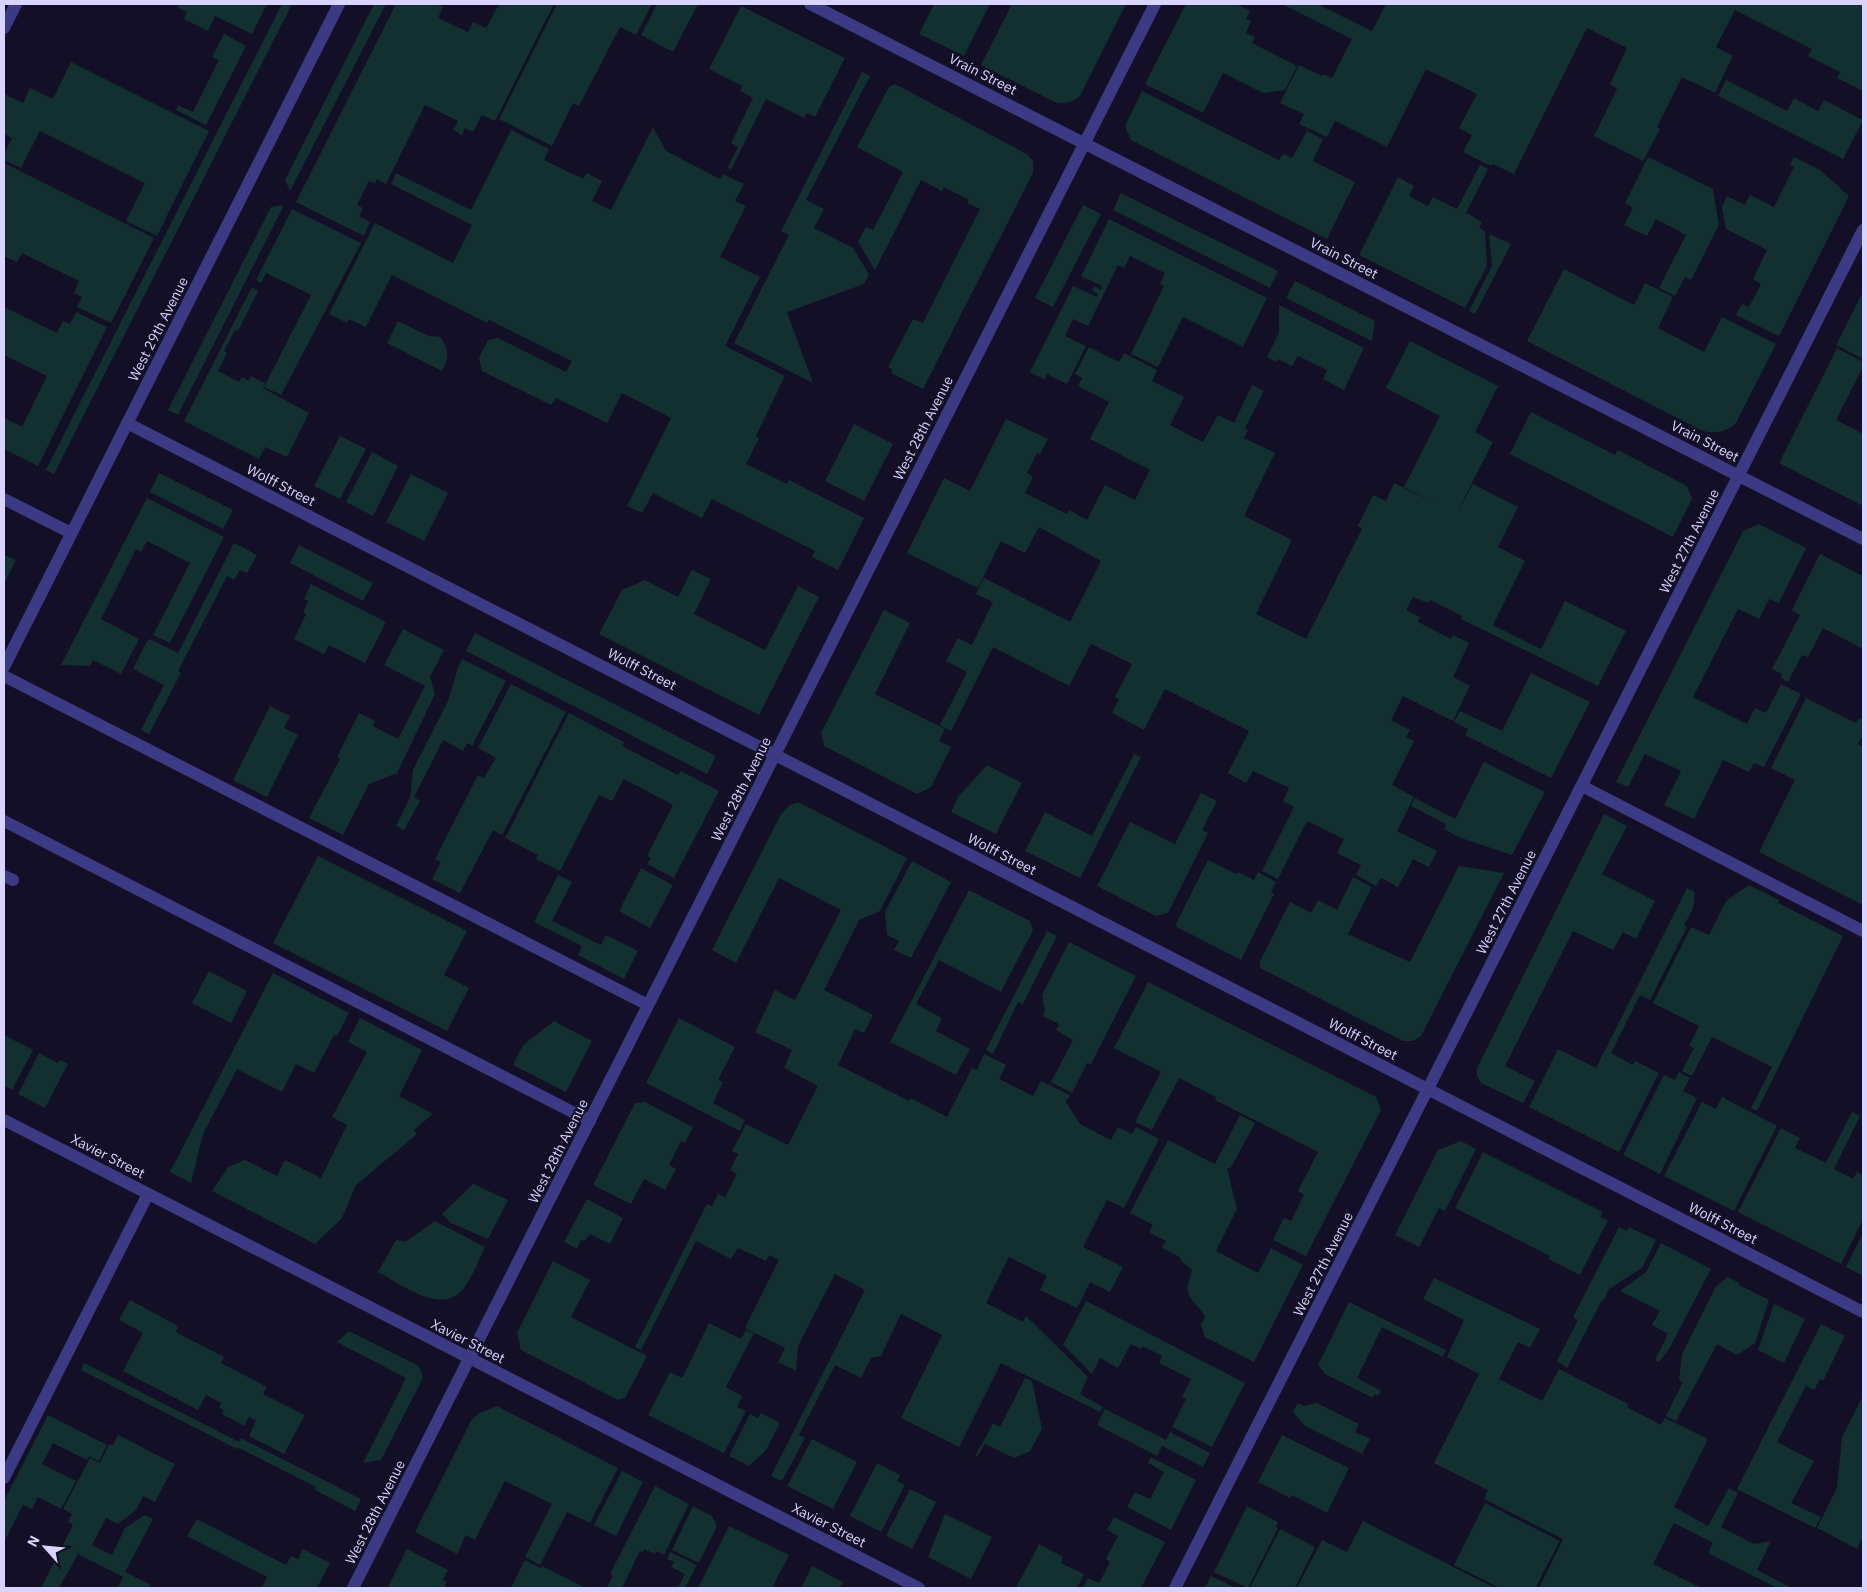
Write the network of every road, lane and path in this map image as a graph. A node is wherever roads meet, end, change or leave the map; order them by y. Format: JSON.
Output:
{"nodes":[{"id":1,"x":16,"y":4,"type":"edge"},
{"id":2,"x":339,"y":4,"type":"edge"},
{"id":3,"x":810,"y":4,"type":"edge"},
{"id":4,"x":1155,"y":4,"type":"edge"},
{"id":5,"x":4,"y":28,"type":"edge"},
{"id":6,"x":1084,"y":143,"type":"junction"},
{"id":7,"x":1863,"y":230,"type":"edge"},
{"id":8,"x":1859,"y":250,"type":"edge"},
{"id":9,"x":127,"y":423,"type":"junction"},
{"id":10,"x":1739,"y":475,"type":"junction"},
{"id":11,"x":4,"y":499,"type":"edge"},
{"id":12,"x":72,"y":533,"type":"junction"},
{"id":13,"x":1863,"y":538,"type":"edge"},
{"id":14,"x":4,"y":667,"type":"edge"},
{"id":15,"x":4,"y":676,"type":"edge"},
{"id":16,"x":775,"y":754,"type":"junction"},
{"id":17,"x":1582,"y":786,"type":"junction"},
{"id":18,"x":4,"y":821,"type":"edge"},
{"id":19,"x":1863,"y":931,"type":"edge"},
{"id":20,"x":648,"y":1005,"type":"junction"},
{"id":21,"x":1428,"y":1089,"type":"junction"},
{"id":22,"x":4,"y":1120,"type":"edge"},
{"id":23,"x":590,"y":1121,"type":"junction"},
{"id":24,"x":148,"y":1194,"type":"junction"},
{"id":25,"x":1863,"y":1310,"type":"edge"},
{"id":26,"x":470,"y":1358,"type":"junction"},
{"id":27,"x":4,"y":1478,"type":"edge"},
{"id":28,"x":353,"y":1588,"type":"edge"},
{"id":29,"x":919,"y":1588,"type":"edge"},
{"id":30,"x":1175,"y":1588,"type":"edge"}],
"edges":[{"from":1,"to":5,"type":"street"},
{"from":2,"to":9,"type":"street","name":"West 29th Avenue"},
{"from":3,"to":6,"type":"street","name":"Vrain Street"},
{"from":4,"to":6,"type":"street","name":"West 28th Avenue"},
{"from":6,"to":10,"type":"street","name":"Vrain Street"},
{"from":6,"to":16,"type":"street","name":"West 28th Avenue"},
{"from":7,"to":8,"type":"street","name":"West 27th Avenue"},
{"from":8,"to":10,"type":"street","name":"West 27th Avenue"},
{"from":9,"to":12,"type":"street","name":"West 29th Avenue"},
{"from":9,"to":16,"type":"street","name":"Wolff Street"},
{"from":10,"to":13,"type":"street","name":"Vrain Street"},
{"from":10,"to":17,"type":"street","name":"West 27th Avenue"},
{"from":11,"to":12,"type":"street"},
{"from":12,"to":14,"type":"street","name":"West 29th Avenue"},
{"from":15,"to":20,"type":"street"},
{"from":16,"to":20,"type":"street","name":"West 28th Avenue"},
{"from":16,"to":21,"type":"street","name":"Wolff Street"},
{"from":17,"to":19,"type":"street"},
{"from":17,"to":21,"type":"street","name":"West 27th Avenue"},
{"from":18,"to":23,"type":"street"},
{"from":20,"to":23,"type":"street","name":"West 28th Avenue"},
{"from":21,"to":25,"type":"street","name":"Wolff Street"},
{"from":21,"to":30,"type":"street","name":"West 27th Avenue"},
{"from":22,"to":24,"type":"street","name":"Xavier Street"},
{"from":23,"to":26,"type":"street","name":"West 28th Avenue"},
{"from":24,"to":26,"type":"street","name":"Xavier Street"},
{"from":24,"to":27,"type":"street"},
{"from":26,"to":28,"type":"street","name":"West 28th Avenue"},
{"from":26,"to":29,"type":"street","name":"Xavier Street"}]}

*Exercise description*.
In your copy of the listing, please omit the pictures and keep every word exact.

*Exercise response*.
Write the network of every road, lane and path in this map image as a graph. A node is wherever roads meet, end, change or leave the map; order them by y. Format: JSON.
Output:
{"nodes":[{"id":1,"x":16,"y":4,"type":"edge"},
{"id":2,"x":339,"y":4,"type":"edge"},
{"id":3,"x":810,"y":4,"type":"edge"},
{"id":4,"x":1155,"y":4,"type":"edge"},
{"id":5,"x":4,"y":28,"type":"edge"},
{"id":6,"x":1084,"y":143,"type":"junction"},
{"id":7,"x":1863,"y":230,"type":"edge"},
{"id":8,"x":1859,"y":250,"type":"edge"},
{"id":9,"x":127,"y":423,"type":"junction"},
{"id":10,"x":1739,"y":475,"type":"junction"},
{"id":11,"x":4,"y":499,"type":"edge"},
{"id":12,"x":72,"y":533,"type":"junction"},
{"id":13,"x":1863,"y":538,"type":"edge"},
{"id":14,"x":4,"y":667,"type":"edge"},
{"id":15,"x":4,"y":676,"type":"edge"},
{"id":16,"x":775,"y":754,"type":"junction"},
{"id":17,"x":1582,"y":786,"type":"junction"},
{"id":18,"x":4,"y":821,"type":"edge"},
{"id":19,"x":1863,"y":931,"type":"edge"},
{"id":20,"x":648,"y":1005,"type":"junction"},
{"id":21,"x":1428,"y":1089,"type":"junction"},
{"id":22,"x":4,"y":1120,"type":"edge"},
{"id":23,"x":590,"y":1121,"type":"junction"},
{"id":24,"x":148,"y":1194,"type":"junction"},
{"id":25,"x":1863,"y":1310,"type":"edge"},
{"id":26,"x":470,"y":1358,"type":"junction"},
{"id":27,"x":4,"y":1478,"type":"edge"},
{"id":28,"x":353,"y":1588,"type":"edge"},
{"id":29,"x":919,"y":1588,"type":"edge"},
{"id":30,"x":1175,"y":1588,"type":"edge"}],
"edges":[{"from":1,"to":5,"type":"street"},
{"from":2,"to":9,"type":"street","name":"West 29th Avenue"},
{"from":3,"to":6,"type":"street","name":"Vrain Street"},
{"from":4,"to":6,"type":"street","name":"West 28th Avenue"},
{"from":6,"to":10,"type":"street","name":"Vrain Street"},
{"from":6,"to":16,"type":"street","name":"West 28th Avenue"},
{"from":7,"to":8,"type":"street","name":"West 27th Avenue"},
{"from":8,"to":10,"type":"street","name":"West 27th Avenue"},
{"from":9,"to":12,"type":"street","name":"West 29th Avenue"},
{"from":9,"to":16,"type":"street","name":"Wolff Street"},
{"from":10,"to":13,"type":"street","name":"Vrain Street"},
{"from":10,"to":17,"type":"street","name":"West 27th Avenue"},
{"from":11,"to":12,"type":"street"},
{"from":12,"to":14,"type":"street","name":"West 29th Avenue"},
{"from":15,"to":20,"type":"street"},
{"from":16,"to":20,"type":"street","name":"West 28th Avenue"},
{"from":16,"to":21,"type":"street","name":"Wolff Street"},
{"from":17,"to":19,"type":"street"},
{"from":17,"to":21,"type":"street","name":"West 27th Avenue"},
{"from":18,"to":23,"type":"street"},
{"from":20,"to":23,"type":"street","name":"West 28th Avenue"},
{"from":21,"to":25,"type":"street","name":"Wolff Street"},
{"from":21,"to":30,"type":"street","name":"West 27th Avenue"},
{"from":22,"to":24,"type":"street","name":"Xavier Street"},
{"from":23,"to":26,"type":"street","name":"West 28th Avenue"},
{"from":24,"to":26,"type":"street","name":"Xavier Street"},
{"from":24,"to":27,"type":"street"},
{"from":26,"to":28,"type":"street","name":"West 28th Avenue"},
{"from":26,"to":29,"type":"street","name":"Xavier Street"}]}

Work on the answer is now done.